INSTRUCTIONS FOR THE TASK:
Copy out the full listing exactly, omitting any picture it contains.

THE INPUT:
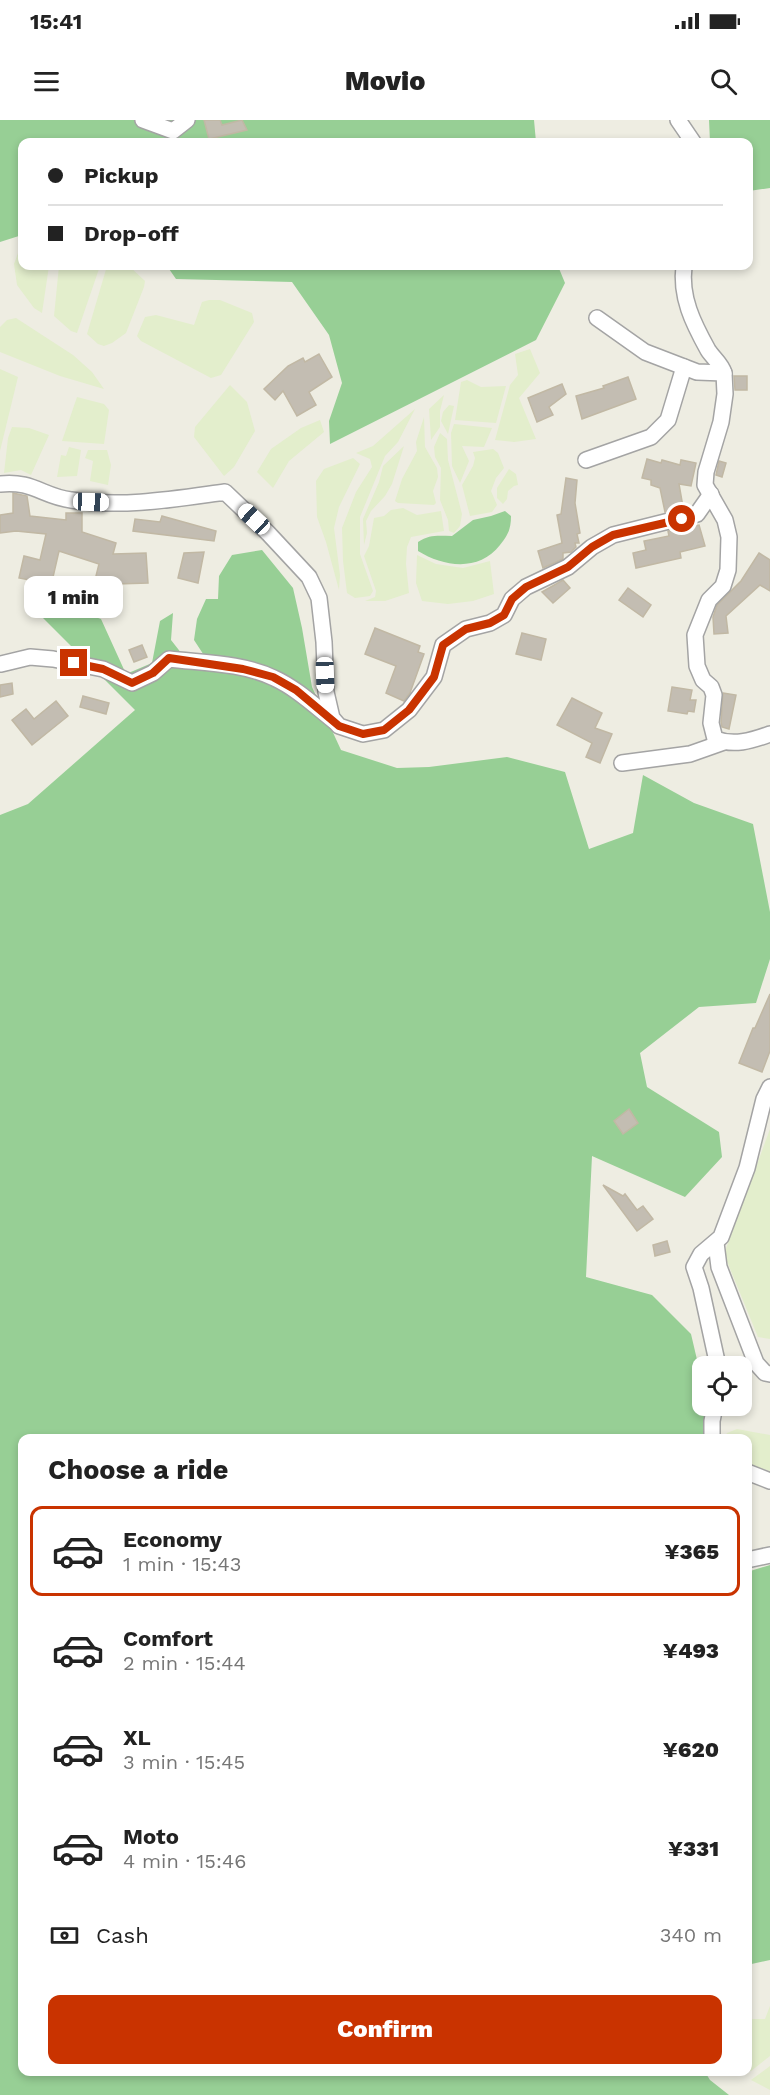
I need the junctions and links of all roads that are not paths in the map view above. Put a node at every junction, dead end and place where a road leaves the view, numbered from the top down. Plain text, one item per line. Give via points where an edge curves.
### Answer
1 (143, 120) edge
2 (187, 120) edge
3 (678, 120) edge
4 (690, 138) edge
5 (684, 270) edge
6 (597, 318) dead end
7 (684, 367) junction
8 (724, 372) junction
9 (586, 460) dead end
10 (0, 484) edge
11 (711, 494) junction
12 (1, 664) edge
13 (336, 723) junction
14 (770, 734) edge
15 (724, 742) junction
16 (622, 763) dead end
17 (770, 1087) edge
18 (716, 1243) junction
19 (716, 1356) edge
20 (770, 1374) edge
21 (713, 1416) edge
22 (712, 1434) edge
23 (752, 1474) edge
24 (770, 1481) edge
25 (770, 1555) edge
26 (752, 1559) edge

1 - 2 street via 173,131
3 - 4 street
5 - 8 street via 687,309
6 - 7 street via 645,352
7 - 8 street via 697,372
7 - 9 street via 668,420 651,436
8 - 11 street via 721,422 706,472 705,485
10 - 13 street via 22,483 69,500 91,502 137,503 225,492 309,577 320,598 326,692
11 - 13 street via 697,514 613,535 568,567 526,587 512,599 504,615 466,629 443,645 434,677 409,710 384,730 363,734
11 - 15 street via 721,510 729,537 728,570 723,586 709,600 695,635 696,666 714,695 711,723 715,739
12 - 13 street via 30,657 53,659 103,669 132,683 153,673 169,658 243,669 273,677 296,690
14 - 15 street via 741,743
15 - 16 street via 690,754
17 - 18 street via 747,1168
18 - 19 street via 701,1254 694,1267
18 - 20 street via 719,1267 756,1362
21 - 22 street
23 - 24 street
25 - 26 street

RESPONSE TO THE EXERCISE:
I need the junctions and links of all roads that are not paths in the map view above. Put a node at every junction, dead end and place where a road leaves the view, numbered from the top down. Plain text, one item per line. Give via points where an edge curves.
### Answer
1 (143, 120) edge
2 (187, 120) edge
3 (678, 120) edge
4 (690, 138) edge
5 (684, 270) edge
6 (597, 318) dead end
7 (684, 367) junction
8 (724, 372) junction
9 (586, 460) dead end
10 (0, 484) edge
11 (711, 494) junction
12 (1, 664) edge
13 (336, 723) junction
14 (770, 734) edge
15 (724, 742) junction
16 (622, 763) dead end
17 (770, 1087) edge
18 (716, 1243) junction
19 (716, 1356) edge
20 (770, 1374) edge
21 (713, 1416) edge
22 (712, 1434) edge
23 (752, 1474) edge
24 (770, 1481) edge
25 (770, 1555) edge
26 (752, 1559) edge

1 - 2 street via 173,131
3 - 4 street
5 - 8 street via 687,309
6 - 7 street via 645,352
7 - 8 street via 697,372
7 - 9 street via 668,420 651,436
8 - 11 street via 721,422 706,472 705,485
10 - 13 street via 22,483 69,500 91,502 137,503 225,492 309,577 320,598 326,692
11 - 13 street via 697,514 613,535 568,567 526,587 512,599 504,615 466,629 443,645 434,677 409,710 384,730 363,734
11 - 15 street via 721,510 729,537 728,570 723,586 709,600 695,635 696,666 714,695 711,723 715,739
12 - 13 street via 30,657 53,659 103,669 132,683 153,673 169,658 243,669 273,677 296,690
14 - 15 street via 741,743
15 - 16 street via 690,754
17 - 18 street via 747,1168
18 - 19 street via 701,1254 694,1267
18 - 20 street via 719,1267 756,1362
21 - 22 street
23 - 24 street
25 - 26 street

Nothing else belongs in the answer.